Task description: Answer with the exact lines of the following material from the one containing "middle pip: (262, 212)" through the one containing "index pip: (456, 358)", both end lines included.

Data provided:
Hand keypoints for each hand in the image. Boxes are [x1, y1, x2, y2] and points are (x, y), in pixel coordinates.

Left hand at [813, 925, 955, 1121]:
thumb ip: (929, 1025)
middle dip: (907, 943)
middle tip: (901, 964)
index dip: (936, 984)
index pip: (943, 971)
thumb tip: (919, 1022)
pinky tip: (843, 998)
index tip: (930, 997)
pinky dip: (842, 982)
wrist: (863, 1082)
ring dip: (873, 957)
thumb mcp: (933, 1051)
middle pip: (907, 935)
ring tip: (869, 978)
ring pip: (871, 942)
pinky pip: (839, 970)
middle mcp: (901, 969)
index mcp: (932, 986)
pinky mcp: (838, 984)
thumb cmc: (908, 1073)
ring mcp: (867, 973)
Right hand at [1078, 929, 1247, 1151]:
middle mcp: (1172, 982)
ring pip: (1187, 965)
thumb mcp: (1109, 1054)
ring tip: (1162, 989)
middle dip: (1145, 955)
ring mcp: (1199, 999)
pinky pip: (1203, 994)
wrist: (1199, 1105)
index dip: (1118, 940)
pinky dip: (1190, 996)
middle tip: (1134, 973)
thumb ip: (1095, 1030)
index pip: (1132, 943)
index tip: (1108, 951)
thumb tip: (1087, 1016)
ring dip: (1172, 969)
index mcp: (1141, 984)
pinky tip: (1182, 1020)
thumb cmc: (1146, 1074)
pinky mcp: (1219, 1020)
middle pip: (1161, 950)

---

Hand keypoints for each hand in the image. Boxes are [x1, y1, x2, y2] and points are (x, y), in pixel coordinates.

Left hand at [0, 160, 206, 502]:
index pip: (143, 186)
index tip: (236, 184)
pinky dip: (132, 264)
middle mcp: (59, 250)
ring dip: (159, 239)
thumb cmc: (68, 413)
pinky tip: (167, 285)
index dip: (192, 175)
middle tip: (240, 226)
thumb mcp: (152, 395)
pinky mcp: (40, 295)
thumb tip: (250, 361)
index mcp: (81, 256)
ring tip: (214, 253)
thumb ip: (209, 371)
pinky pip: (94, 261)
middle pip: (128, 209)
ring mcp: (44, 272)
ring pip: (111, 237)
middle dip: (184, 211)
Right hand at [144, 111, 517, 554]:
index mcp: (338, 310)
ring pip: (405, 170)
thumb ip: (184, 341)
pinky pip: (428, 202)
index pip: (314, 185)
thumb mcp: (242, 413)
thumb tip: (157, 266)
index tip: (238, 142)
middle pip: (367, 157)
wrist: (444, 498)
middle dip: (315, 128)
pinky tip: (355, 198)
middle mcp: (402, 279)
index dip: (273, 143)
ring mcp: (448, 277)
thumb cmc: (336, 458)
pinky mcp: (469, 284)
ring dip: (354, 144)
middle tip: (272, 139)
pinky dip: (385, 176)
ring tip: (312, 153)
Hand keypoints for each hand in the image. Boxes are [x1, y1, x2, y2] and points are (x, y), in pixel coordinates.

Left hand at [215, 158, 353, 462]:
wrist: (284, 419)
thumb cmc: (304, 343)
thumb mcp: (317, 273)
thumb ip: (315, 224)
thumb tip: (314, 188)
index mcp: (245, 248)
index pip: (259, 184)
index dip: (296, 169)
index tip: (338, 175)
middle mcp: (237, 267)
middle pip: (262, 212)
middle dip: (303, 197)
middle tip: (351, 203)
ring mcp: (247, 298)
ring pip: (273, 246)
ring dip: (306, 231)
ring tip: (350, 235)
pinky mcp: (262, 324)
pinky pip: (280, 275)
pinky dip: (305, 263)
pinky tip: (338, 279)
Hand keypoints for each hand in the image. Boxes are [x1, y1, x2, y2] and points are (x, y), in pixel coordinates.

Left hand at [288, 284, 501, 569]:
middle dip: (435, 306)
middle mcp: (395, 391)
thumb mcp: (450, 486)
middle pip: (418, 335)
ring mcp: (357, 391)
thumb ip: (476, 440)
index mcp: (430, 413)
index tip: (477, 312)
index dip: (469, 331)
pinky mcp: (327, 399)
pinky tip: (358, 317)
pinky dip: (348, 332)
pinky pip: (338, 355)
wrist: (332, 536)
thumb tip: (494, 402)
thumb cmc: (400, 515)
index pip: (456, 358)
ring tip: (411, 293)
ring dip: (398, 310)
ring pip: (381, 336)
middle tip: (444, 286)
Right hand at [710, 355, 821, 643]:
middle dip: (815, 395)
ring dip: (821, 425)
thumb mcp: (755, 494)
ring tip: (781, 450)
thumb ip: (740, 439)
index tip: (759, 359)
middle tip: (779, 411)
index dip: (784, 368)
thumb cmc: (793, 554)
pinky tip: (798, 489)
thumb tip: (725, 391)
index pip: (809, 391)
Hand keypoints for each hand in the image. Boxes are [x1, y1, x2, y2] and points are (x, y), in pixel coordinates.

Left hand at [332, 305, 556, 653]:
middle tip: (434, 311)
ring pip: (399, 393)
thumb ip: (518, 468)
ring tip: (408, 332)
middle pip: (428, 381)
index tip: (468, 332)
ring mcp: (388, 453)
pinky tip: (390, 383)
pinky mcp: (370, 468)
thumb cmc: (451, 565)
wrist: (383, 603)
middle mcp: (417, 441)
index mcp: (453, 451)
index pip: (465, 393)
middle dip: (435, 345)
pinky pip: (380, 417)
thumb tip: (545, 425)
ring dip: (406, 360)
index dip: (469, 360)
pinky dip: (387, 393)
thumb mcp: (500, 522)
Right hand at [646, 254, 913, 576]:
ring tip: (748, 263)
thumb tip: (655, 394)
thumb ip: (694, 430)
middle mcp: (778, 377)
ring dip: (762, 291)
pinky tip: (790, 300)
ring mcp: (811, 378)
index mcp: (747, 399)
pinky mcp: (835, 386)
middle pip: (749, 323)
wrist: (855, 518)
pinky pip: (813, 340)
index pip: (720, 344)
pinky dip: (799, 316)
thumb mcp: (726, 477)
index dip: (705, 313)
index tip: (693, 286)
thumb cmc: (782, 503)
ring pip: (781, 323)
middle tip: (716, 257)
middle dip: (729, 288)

--

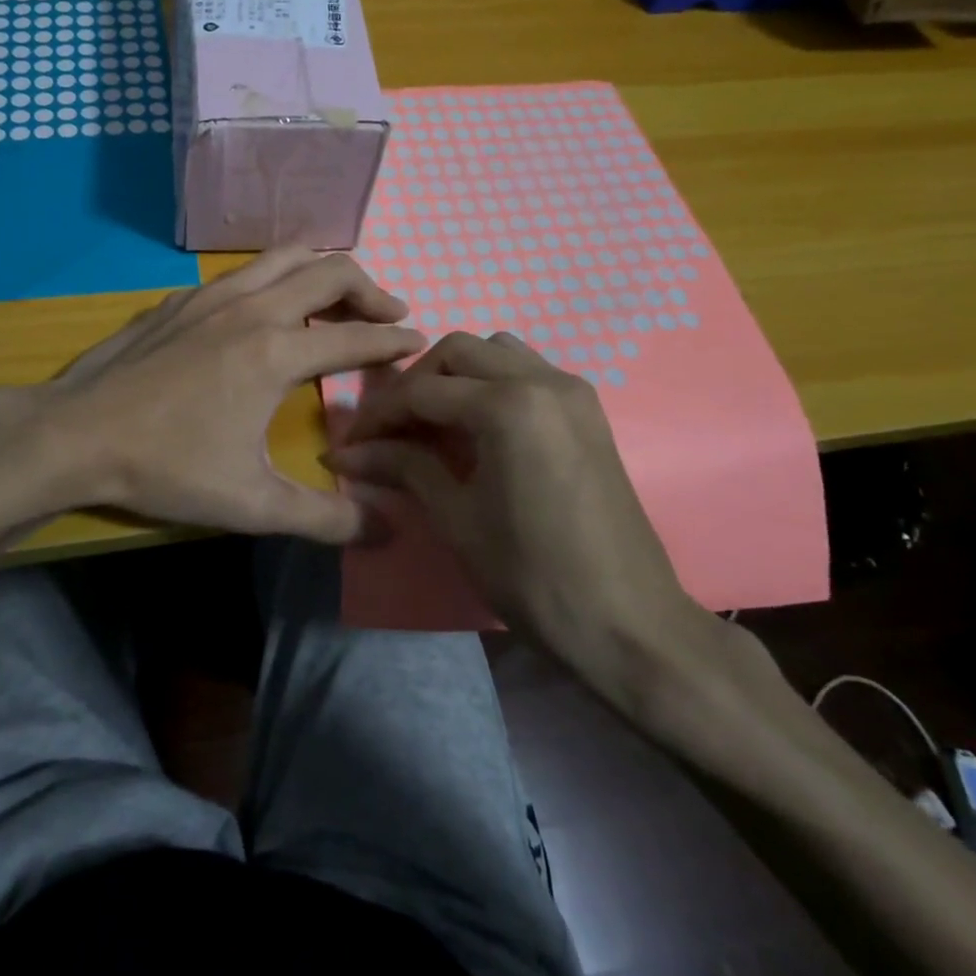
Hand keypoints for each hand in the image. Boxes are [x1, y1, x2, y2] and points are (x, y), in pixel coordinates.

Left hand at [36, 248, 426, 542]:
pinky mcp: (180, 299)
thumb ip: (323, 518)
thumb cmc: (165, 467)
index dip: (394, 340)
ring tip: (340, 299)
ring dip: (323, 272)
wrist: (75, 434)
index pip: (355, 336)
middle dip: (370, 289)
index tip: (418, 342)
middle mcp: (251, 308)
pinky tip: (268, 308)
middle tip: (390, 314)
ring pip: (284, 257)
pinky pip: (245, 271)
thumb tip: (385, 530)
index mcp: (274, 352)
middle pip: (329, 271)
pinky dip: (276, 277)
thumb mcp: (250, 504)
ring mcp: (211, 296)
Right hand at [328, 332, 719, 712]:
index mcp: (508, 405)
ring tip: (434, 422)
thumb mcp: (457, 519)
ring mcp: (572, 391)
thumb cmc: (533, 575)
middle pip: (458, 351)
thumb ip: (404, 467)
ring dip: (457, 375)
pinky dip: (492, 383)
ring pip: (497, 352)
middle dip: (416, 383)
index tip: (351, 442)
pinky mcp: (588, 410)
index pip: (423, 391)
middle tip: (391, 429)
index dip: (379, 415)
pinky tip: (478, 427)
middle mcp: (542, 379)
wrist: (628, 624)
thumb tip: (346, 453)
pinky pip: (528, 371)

Solved exercise:
middle pip: (262, 212)
middle dip: (303, 197)
middle tip: (351, 203)
ring mcp: (247, 298)
ring pip: (273, 246)
ring dip: (306, 231)
ring tip: (350, 235)
pinky mcp: (262, 324)
pinky pip: (280, 275)
pinky dip: (305, 263)
pinky tip: (338, 279)
Hand keypoints for each hand in the image. Boxes are [x1, y1, x2, y2] and points are (x, y), in pixel coordinates.

Left hand at [288, 284, 501, 569]:
middle dip: (435, 306)
middle mcp: (395, 391)
thumb mcp: (450, 486)
middle pip: (418, 335)
ring mcp: (357, 391)
thumb ip: (476, 440)
index mcp: (430, 413)
index tip: (477, 312)
index dip: (469, 331)
pinky mcp: (327, 399)
pinky tip: (358, 317)
pinky dip: (348, 332)
pinky pip: (338, 355)
wrist: (332, 536)
thumb tip: (494, 402)
thumb cmc: (400, 515)
index pip: (456, 358)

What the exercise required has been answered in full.